La Tanzanie marque des points dans la lutte contre le paludisme

Maureen O'Neil
Alexander Soucy a bien raison de relever que les moustiquaires imprégnées d’insecticides et les médicaments antipaludiques abordables sont des leviers essentiels de la lutte mondiale contre le paludisme (« An easy way to save three million lives », le 26 avril).

Le Canada joue un rôle de premier plan en ce qui concerne ce type de mesures. En 1994, l’ACDI et un autre organisme canadien, le Centre de recherches pour le développement international (CRDI), ont participé, avec l’Organisation mondiale de la santé, au financement d’essais à grande échelle portant sur l’efficacité des moustiquaires imprégnées d’insecticides. Les essais furent concluants, et dès l’an 2000, on fit des moustiquaires imprégnées la pierre angulaire de la stratégie de prévention du paludisme en Afrique.

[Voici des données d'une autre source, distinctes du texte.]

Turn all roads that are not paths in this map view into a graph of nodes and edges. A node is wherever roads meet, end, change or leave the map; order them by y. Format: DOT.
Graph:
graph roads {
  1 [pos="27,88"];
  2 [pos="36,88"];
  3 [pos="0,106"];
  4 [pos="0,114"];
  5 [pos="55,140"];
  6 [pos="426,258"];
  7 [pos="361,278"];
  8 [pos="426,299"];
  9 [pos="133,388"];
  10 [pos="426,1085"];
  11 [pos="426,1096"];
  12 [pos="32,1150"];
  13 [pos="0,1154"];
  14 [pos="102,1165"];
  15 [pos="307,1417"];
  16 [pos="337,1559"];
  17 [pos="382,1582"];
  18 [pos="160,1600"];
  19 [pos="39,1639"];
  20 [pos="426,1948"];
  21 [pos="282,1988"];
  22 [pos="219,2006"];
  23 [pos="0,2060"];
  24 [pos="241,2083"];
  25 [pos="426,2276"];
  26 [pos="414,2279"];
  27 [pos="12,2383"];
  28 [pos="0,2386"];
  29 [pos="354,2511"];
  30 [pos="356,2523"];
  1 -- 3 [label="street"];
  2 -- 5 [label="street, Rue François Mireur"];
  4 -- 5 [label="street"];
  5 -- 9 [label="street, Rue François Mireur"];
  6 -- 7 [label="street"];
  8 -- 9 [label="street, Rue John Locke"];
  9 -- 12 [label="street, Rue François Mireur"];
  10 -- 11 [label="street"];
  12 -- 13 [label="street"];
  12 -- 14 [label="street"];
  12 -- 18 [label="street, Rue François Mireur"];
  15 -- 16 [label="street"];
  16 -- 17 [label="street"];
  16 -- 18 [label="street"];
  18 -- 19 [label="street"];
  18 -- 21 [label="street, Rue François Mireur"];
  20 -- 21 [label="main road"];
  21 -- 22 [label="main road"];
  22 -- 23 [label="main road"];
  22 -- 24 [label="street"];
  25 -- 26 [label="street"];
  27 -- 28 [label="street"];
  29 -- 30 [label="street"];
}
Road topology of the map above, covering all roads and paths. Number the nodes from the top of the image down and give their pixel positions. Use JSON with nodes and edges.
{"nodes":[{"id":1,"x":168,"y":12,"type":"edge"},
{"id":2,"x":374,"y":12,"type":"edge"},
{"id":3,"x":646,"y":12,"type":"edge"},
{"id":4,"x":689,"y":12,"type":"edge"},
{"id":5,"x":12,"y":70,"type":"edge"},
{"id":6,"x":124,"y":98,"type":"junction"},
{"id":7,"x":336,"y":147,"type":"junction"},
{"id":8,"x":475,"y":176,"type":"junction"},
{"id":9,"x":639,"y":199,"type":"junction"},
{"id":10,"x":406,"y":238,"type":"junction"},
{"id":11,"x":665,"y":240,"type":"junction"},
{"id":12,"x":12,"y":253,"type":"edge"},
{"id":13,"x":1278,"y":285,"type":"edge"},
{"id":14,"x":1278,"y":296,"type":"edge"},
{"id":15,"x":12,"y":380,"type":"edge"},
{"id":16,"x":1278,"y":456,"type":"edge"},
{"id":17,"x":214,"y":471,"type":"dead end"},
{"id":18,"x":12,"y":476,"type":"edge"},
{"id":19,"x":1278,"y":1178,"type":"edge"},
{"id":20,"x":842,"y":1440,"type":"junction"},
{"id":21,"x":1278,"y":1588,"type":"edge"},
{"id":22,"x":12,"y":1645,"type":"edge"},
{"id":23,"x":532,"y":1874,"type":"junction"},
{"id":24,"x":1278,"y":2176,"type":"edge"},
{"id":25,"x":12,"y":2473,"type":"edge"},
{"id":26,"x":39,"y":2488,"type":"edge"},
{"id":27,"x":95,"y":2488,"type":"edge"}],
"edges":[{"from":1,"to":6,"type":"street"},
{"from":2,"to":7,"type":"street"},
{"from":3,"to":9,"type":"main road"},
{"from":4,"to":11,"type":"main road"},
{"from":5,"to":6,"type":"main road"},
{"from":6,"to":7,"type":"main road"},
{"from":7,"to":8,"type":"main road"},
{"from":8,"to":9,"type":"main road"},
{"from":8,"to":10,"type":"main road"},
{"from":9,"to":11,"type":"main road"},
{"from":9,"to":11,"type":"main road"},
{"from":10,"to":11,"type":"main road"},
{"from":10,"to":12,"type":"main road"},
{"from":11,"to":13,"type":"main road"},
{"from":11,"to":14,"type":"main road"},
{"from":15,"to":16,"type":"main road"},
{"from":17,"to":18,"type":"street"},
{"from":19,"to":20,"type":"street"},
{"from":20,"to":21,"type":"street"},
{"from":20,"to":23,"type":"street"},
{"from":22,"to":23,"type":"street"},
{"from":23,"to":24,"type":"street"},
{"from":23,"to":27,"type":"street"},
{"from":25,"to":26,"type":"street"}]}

Par ailleurs, des initiatives que le Canada a financées en Tanzanie ont prouvé hors de tout doute que des mesures antipaludiques efficaces peuvent faire chuter les taux de mortalité. Ainsi, le Projet d’interventions essentielles en santé en Tanzanie (PIEST), un ensemble de réformes du système de santé, a permis de recibler les budgets de la santé de certains districts vers la prévention et le traitement de maladies posant un risque majeur, comme le paludisme — principalement par la distribution de moustiquaires et l’administration de médicaments antipaludiques. Ces mesures ont eu des résultats éloquents : dans les districts visés, la mortalité infantile a diminué de plus de 40 %.

Aujourd’hui, une véritable « culture » d’utilisation des moustiquaires est en voie de s’instaurer en Tanzanie. Alors que les moustiquaires imprégnées y étaient auparavant rares, les Tanzaniens en ont acheté plus de 2,3 millions uniquement en 2004. Étant donné qu’il a été prouvé qu’elles contribuent à réduire le risque de paludisme de moitié, on s’emploie à en munir les femmes enceintes, qui sont vulnérables au paludisme, au moyen d’un système de coupons qui leur permet de s’en procurer une gratuitement.

De telles mesures méritent un plus grand appui de la communauté internationale et devraient être reprises dans d’autres pays où le paludisme constitue un problème de santé publique. Les faits démontrent que le paludisme, dont il faudra bien reconnaître qu’il s’agit de l’une des maladies les plus meurtrières de notre temps, peut être combattu au moyen de solutions peu coûteuses et souvent fort simples.

Maureen O'Neil, Présidente
Centre de recherches pour le développement international

 
Lettre de la présidente du CRDI, Maureen O'Neil, que le quotidien Ottawa Citizen a publiée dans son courrier des lecteurs du 1er mai 2005 (sous le titre original « Tanzania gaining in the war against malaria »).